State Conference Host Schools
| School | Year | City | Theme |
| Rio Rancho High School | 2027 | Rio Rancho | "Bet on Leadership: Welcome to the Fabulous Rio Rancho” |
| Los Lunas High School | 2026 | Los Lunas | “Groove Into Leadership: The Spirit of ’76” |
| Cibola High School | 2025 | Albuquerque | “The Leadership Force Awakens” |
| Rio Grande High School | 2024 | Albuquerque | “Familia Leadership Fiesta” |
| Volcano Vista High School | 2023 | Albuquerque | “Let Your Leadership Soar” |
| Highland High School | 2022 | Albuquerque | “Leadership Story” |
| Mayfield High School | 2021 | Las Cruces | “Voyage to Leadership – Strive to Serve” |
| Eldorado High School | 2020 | Albuquerque | “Leadership True: Excellence, Honor, Spirit” |
| Farmington High School | 2019 | Farmington | “Explore Your Leadership: Serve. Guide. Lead.” |
| Bernalillo High School | 2018 | Bernalillo | “AMPlify Your Leadership: Born to Rock It” |
| Centennial High School | 2017 | Las Cruces | "Lights, Camera, Leadership!" |
| Los Alamos High School | 2016 | Los Alamos | ""Radioactive Leaders: Take Charge! Be Positive!" |
| Cibola High School | 2015 | Albuquerque | "A Leader's Journey to Rome!" |
| Española Valley High School | 2014 | Española | "All Aboard to the Valley of Leadership!" |
| Atrisco Heritage Academy | 2013 | Albuquerque | "Oceans of Leaders, Waves of Success" |
| West Mesa High School | 2012 | Albuquerque | "Leadership Through the Decades: A Centennial Celebration" |
| Taos High School | 2011 | Taos | "Discover Courage, Knowledge, and Heart in the Land of Leadership." |
| Albuquerque High School | 2010 | Albuquerque | "Passport to Leadership" |
| Rio Rancho High School | 2009 | Rio Rancho | "The Wonderful World of Leadership." |
| Manzano High School | 2008 | Albuquerque | "Leaders of the Pack." |
| Taos High School | 2007 | Taos | "¡Qué Viva Leadership!

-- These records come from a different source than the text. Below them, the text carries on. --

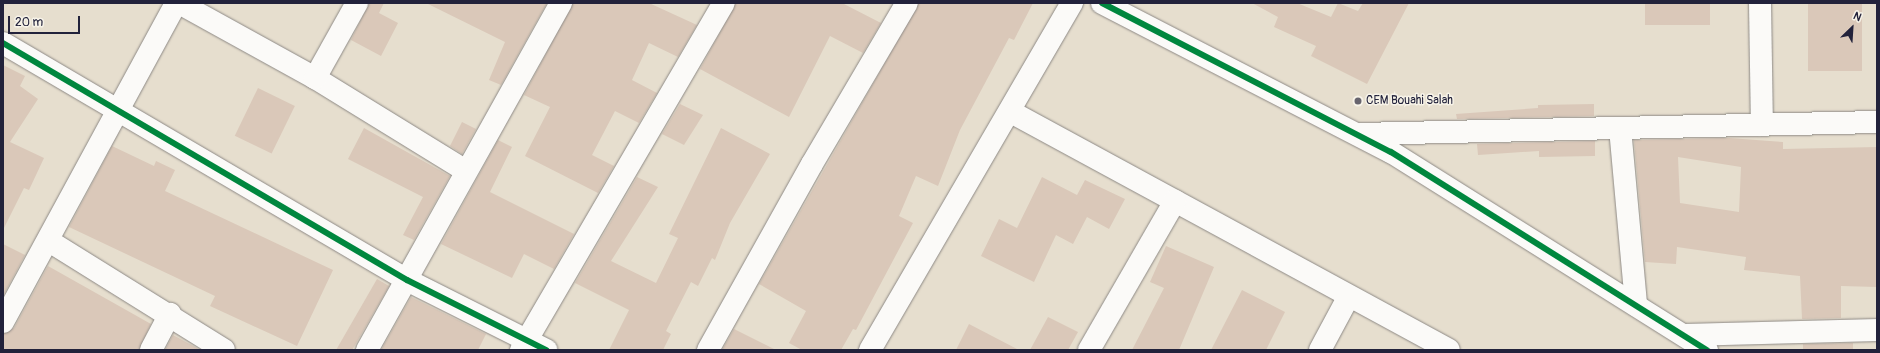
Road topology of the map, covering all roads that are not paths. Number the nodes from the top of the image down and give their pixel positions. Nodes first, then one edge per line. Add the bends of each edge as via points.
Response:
1 (176, 3) edge
2 (179, 3) edge
3 (357, 3) edge
4 (561, 3) edge
5 (724, 3) edge
6 (908, 3) edge
7 (1072, 3) edge
8 (1102, 3) edge
9 (1760, 3) edge
10 (3, 43) edge
11 (315, 78) junction
12 (119, 109) junction
13 (1011, 112) junction
14 (1877, 122) edge
15 (1762, 125) junction
16 (1620, 128) junction
17 (1357, 134) junction
18 (466, 170) junction
19 (1175, 201) junction
20 (49, 242) junction
21 (407, 280) junction
22 (1349, 296) junction
23 (1636, 305) junction
24 (170, 314) junction
25 (3, 322) edge
26 (1877, 330) edge
27 (1686, 336) junction
28 (524, 345) edge
29 (151, 350) edge
30 (224, 350) edge
31 (367, 350) edge
32 (546, 350) edge
33 (708, 350) edge
34 (870, 350) edge
35 (1088, 350) edge
36 (1320, 350) edge
37 (1449, 350) edge
38 (1707, 350) edge

1 - 12 street
2 - 11 street
3 - 11 street
4 - 18 street
5 - 28 street
6 - 33 street via 812,164
7 - 13 street
8 - 17 street
9 - 15 street
10 - 12 street
11 - 18 street
12 - 20 street
12 - 21 street
13 - 19 street
13 - 34 street
14 - 15 street
15 - 16 street
16 - 17 street
16 - 23 street
17 - 23 street
18 - 21 street
19 - 22 street
19 - 35 street
20 - 24 street
20 - 25 street
21 - 28 street
21 - 31 street
22 - 36 street
22 - 37 street
23 - 27 street
24 - 29 street
24 - 30 street
26 - 27 street
27 - 38 street
28 - 32 street

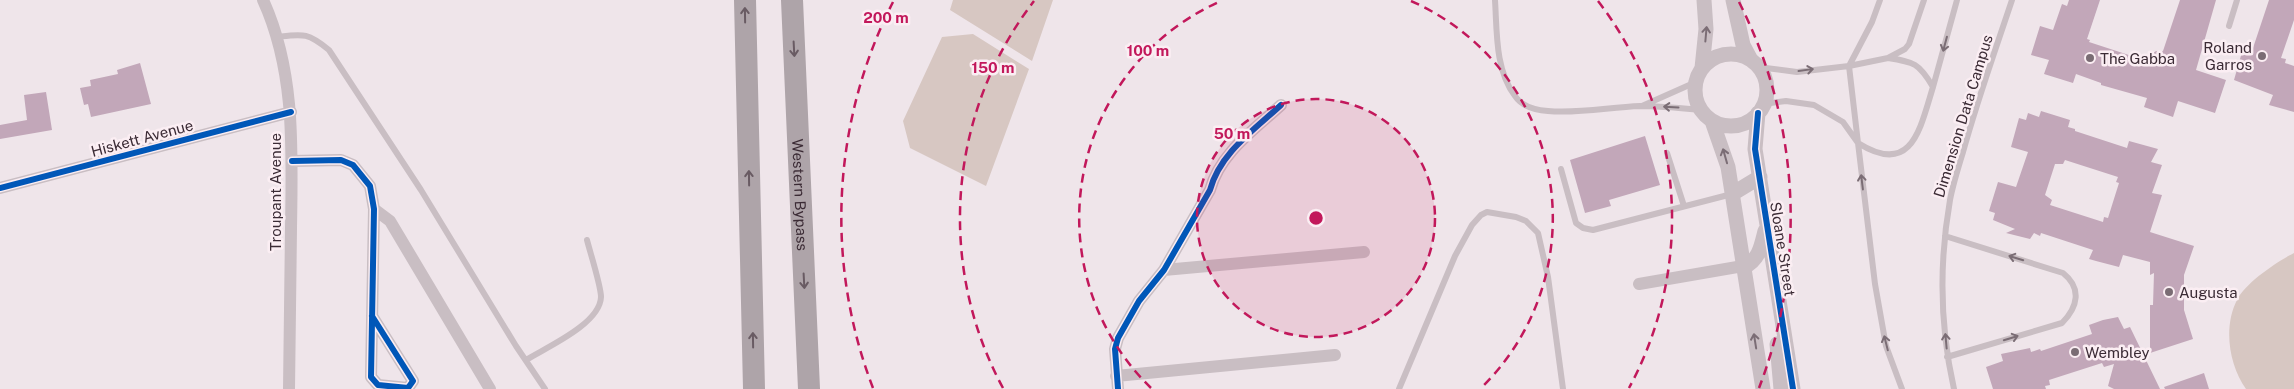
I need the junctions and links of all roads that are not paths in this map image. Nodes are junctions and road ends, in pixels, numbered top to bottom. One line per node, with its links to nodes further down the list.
1 (263, 0): 13 (street, Troupant Avenue)
2 (745, 0): 50 (highway, one-way to 2)
3 (792, 0): 51 (highway, Western Bypass, one-way to 51)
4 (1495, 0): 21 (lane)
5 (1704, 0): 17 (street, one-way to 5)
6 (1734, 0): 15 (street)
7 (1880, 0): 16 (lane)
8 (1924, 0): 14 (lane)
9 (1957, 0): 19 (lane, one-way to 19)
10 (2012, 0): 35 (lane, Dimension Data Campus)
11 (2237, 0): 12 (lane)
12 (2229, 26)
13 (276, 37): 23 (street, Troupant Avenue); 45 (lane)
14 (1888, 58): 16 (lane); 19 (lane)
15 (1754, 64): 16 (lane, one-way to 16); 17 (street); 22 (street)
16 (1849, 66): 25 (lane)
17 (1702, 68): 18 (street)
18 (1696, 82): 21 (lane); 24 (street)
19 (1933, 87): 25 (lane)
20 (1281, 105): 39 (street)
21 (1641, 106): 24 (lane, one-way to 21)
22 (1761, 109): 24 (street); 25 (lane); 29 (street, Sloane Street)
23 (291, 112): 27 (street, Troupant Avenue); 30 (street, Hiskett Avenue)
24 (1706, 115): 31 (street, one-way to 24)
25 (1858, 143): 58 (lane, one-way to 25)
26 (1667, 153): 32 (lane)
27 (292, 161): 33 (street); 47 (street, Troupant Avenue)
28 (1561, 169): 32 (lane)
29 (1760, 177): 31 (street); 34 (street, Sloane Street)
30 (0, 188)
31 (1732, 194): 32 (lane); 38 (street)
32 (1684, 206)
33 (374, 209): 41 (street); 48 (street)
34 (1766, 222): 38 (street); 42 (street, Sloane Street)
35 (1945, 236): 44 (lane, Dimension Data Campus, one-way to 35); 44 (lane, one-way to 35)
36 (587, 240): 45 (lane)
37 (1364, 252): 39 (street)
38 (1743, 266): 40 (street); 55 (street, one-way to 38)
39 (1164, 270): 46 (street)
40 (1639, 284)
41 (372, 316): 41 (street)
42 (1782, 320): 56 (street); 57 (street, Sloane Street)
43 (1335, 355): 46 (street)
44 (1947, 357): 59 (lane, Dimension Data Campus)
45 (526, 360): 49 (lane)
46 (1116, 376): 52 (street)
47 (289, 389)
48 (490, 389)
49 (545, 389)
50 (754, 389)
51 (809, 389)
52 (1118, 389)
53 (1399, 389): 54 (lane)
54 (1564, 389)
55 (1763, 389)
56 (1781, 389)
57 (1792, 389)
58 (1902, 389)
59 (1954, 389)

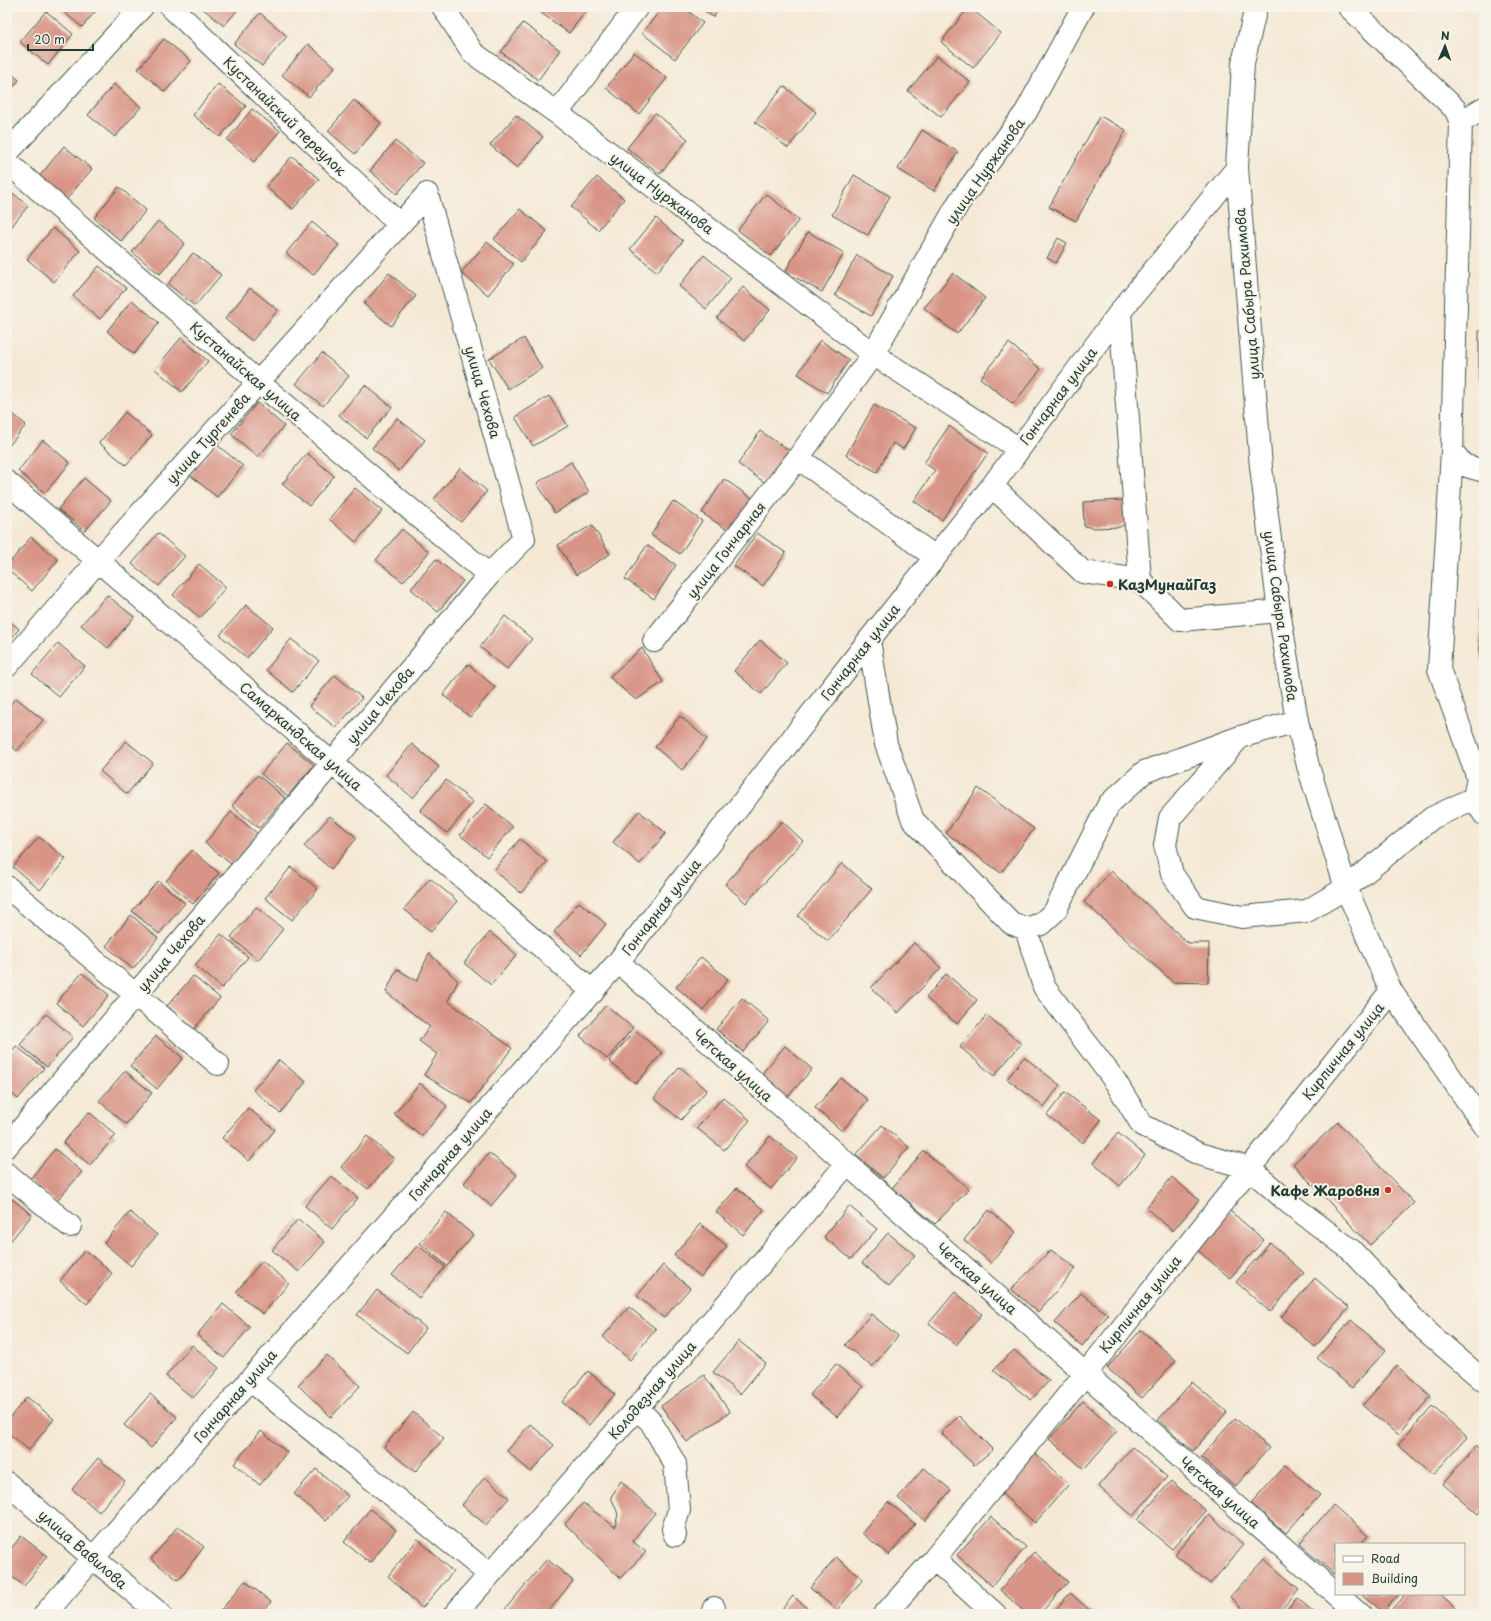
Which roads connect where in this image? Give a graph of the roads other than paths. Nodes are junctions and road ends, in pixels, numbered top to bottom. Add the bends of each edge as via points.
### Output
1 (142, 7) edge
2 (171, 7) edge
3 (443, 7) edge
4 (637, 7) edge
5 (1083, 7) edge
6 (1256, 7) edge
7 (1349, 7) edge
8 (1484, 108) edge
9 (557, 113) junction
10 (1461, 122) junction
11 (7, 153) edge
12 (7, 162) edge
13 (1237, 168) junction
14 (427, 194) joint
15 (399, 224) junction
16 (1120, 312) junction
17 (873, 354) junction
18 (258, 382) junction
19 (1019, 448) junction
20 (1452, 450) junction
21 (798, 458) junction
22 (1484, 471) edge
23 (7, 482) edge
24 (992, 486) junction
25 (935, 557) junction
26 (98, 561) junction
27 (489, 575) junction
28 (1140, 580) junction
29 (1279, 611) junction
30 (869, 640) junction
31 (654, 642) dead end
32 (7, 666) edge
33 (1297, 721) junction
34 (1240, 737) junction
35 (332, 763) junction
36 (1479, 806) edge
37 (7, 887) edge
38 (1346, 888) junction
39 (1026, 929) junction
40 (618, 962) junction
41 (1391, 991) junction
42 (593, 992) junction
43 (135, 996) junction
44 (218, 1064) dead end
45 (1484, 1125) edge
46 (7, 1146) edge
47 (846, 1165) junction
48 (1249, 1168) junction
49 (7, 1174) edge
50 (70, 1226) dead end
51 (1086, 1373) junction
52 (250, 1380) junction
53 (1484, 1381) edge
54 (637, 1408) junction
55 (7, 1483) edge
56 (675, 1535) dead end
57 (92, 1558) junction
58 (934, 1559) junction
59 (489, 1574) junction
60 (1335, 1593) edge
61 (1337, 1595) edge
62 (45, 1614) edge
63 (160, 1614) edge
64 (455, 1614) edge
65 (885, 1614) edge
66 (995, 1614) edge
67 (1359, 1614) edge

1 - 11 street
2 - 15 street, Кустанайский переулок
3 - 9 street, улица Нуржанова via 473,53
4 - 9 street
5 - 17 street, улица Нуржанова via 1026,112 960,202
6 - 13 street, улица Сабыра Рахимова via 1243,63
7 - 10 street via 1455,109
8 - 10 street
9 - 17 street, улица Нуржанова
10 - 20 street
12 - 18 street, Кустанайская улица
13 - 16 street, Гончарная улица
13 - 29 street, улица Сабыра Рахимова via 1261,467
14 - 15 street, улица Тургенева
14 - 27 street, улица Чехова via 524,539
15 - 18 street, улица Тургенева
16 - 19 street, Гончарная улица
16 - 28 street
17 - 19 street, улица Нуржанова
17 - 21 street, улица Гончарная
18 - 26 street, улица Тургенева
18 - 27 street, Кустанайская улица
19 - 24 street, Гончарная улица
20 - 22 street via 1463,466
20 - 36 street via 1439,669 1478,778
21 - 25 street
21 - 31 street, улица Гончарная
23 - 26 street, Самаркандская улица
24 - 25 street, Гончарная улица
24 - 28 street via 1083,572
25 - 30 street, Гончарная улица
26 - 32 street, улица Тургенева
26 - 35 street, Самаркандская улица
27 - 35 street, улица Чехова
28 - 29 street via 1180,620
29 - 33 street, улица Сабыра Рахимова
30 - 39 street via 886,744 913,820 1011,923
30 - 40 street, Гончарная улица
33 - 34 street
33 - 38 street, улица Сабыра Рахимова via 1308,766
34 - 38 street via 1170,818 1165,845 1172,874 1195,907 1242,917 1307,911
34 - 39 street via 1139,776 1109,804 1055,911 1041,924
35 - 42 street, Самаркандская улица
35 - 43 street, улица Чехова
36 - 38 street via 1432,818
37 - 43 street
38 - 41 street, улица Сабыра Рахимова
39 - 48 street via 1044,987 1115,1081 1142,1125 1199,1154
40 - 42 street, Гончарная улица
40 - 47 street, Четская улица
41 - 45 street, улица Сабыра Рахимова
41 - 48 street, Кирпичная улица
42 - 52 street, Гончарная улица
43 - 44 street
43 - 46 street, улица Чехова
47 - 51 street, Четская улица
47 - 54 street, Колодезная улица
48 - 51 street, Кирпичная улица
48 - 53 street via 1351,1250 1418,1324
49 - 50 street
51 - 58 street, Кирпичная улица
51 - 60 street, Четская улица
52 - 57 street, Гончарная улица
52 - 59 street
54 - 56 street via 651,1422 675,1464 679,1510 673,1529
54 - 59 street, Колодезная улица
55 - 57 street, улица Вавилова
57 - 62 street, Гончарная улица
57 - 63 street, улица Вавилова
58 - 65 street, Кирпичная улица
58 - 66 street
59 - 64 street, Колодезная улица
61 - 67 street, Четская улица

Spice Up The Fiesta!" |
| Santa Rosa High School | 2006 | Santa Rosa | "Roll Out the Leadership Carpet." |
| La Cueva High School | 2005 | Albuquerque | "All Aboard the Leader-Ship." |
| Hobbs High School | 2004 | Hobbs | "Unmask the Leader in You" |
| Raton High School | 2003 | Raton | "Surf the Waves of Life...Create Your Own Paradise" |
| Rio Rancho High School | 2002 | Rio Rancho | "At the Heart of Leadership... Lead a Life to Lead Others" |
| Farmington High School | 2001 | Farmington | "Rise to the Challenge" |
| Eldorado High School | 2000 | Albuquerque | "Oh, The Dreams You Can Dream" |
| Alamogordo High School | 1999 | Alamogordo |
| Gallup High School | 1998 | Gallup |
| Sandia High School | 1997 | Albuquerque |
| Lordsburg High School | 1996 | Lordsburg |
| Oñate High School | 1995 | Las Cruces |
| Deming High School | 1990 | Deming |

==Summer Leadership Workshop==

Summer Workshop Host Locations
| Location | Years Held There |
| NM Institute of Mining and Technology | 2012 – present |
| Univ. of New Mexico Main Campus | 1956 – 2011 |

Each Summer, the NMASC hosts a Summer Leadership Workshop that occurs usually the last week in July at the UNM Campus in Albuquerque. Attendees here, learn the values of leadership, responsibility, and effective roles of being great leaders in their schools. Since 2012, the annual Summer Leadership Workshop has been held at New Mexico Tech in Socorro.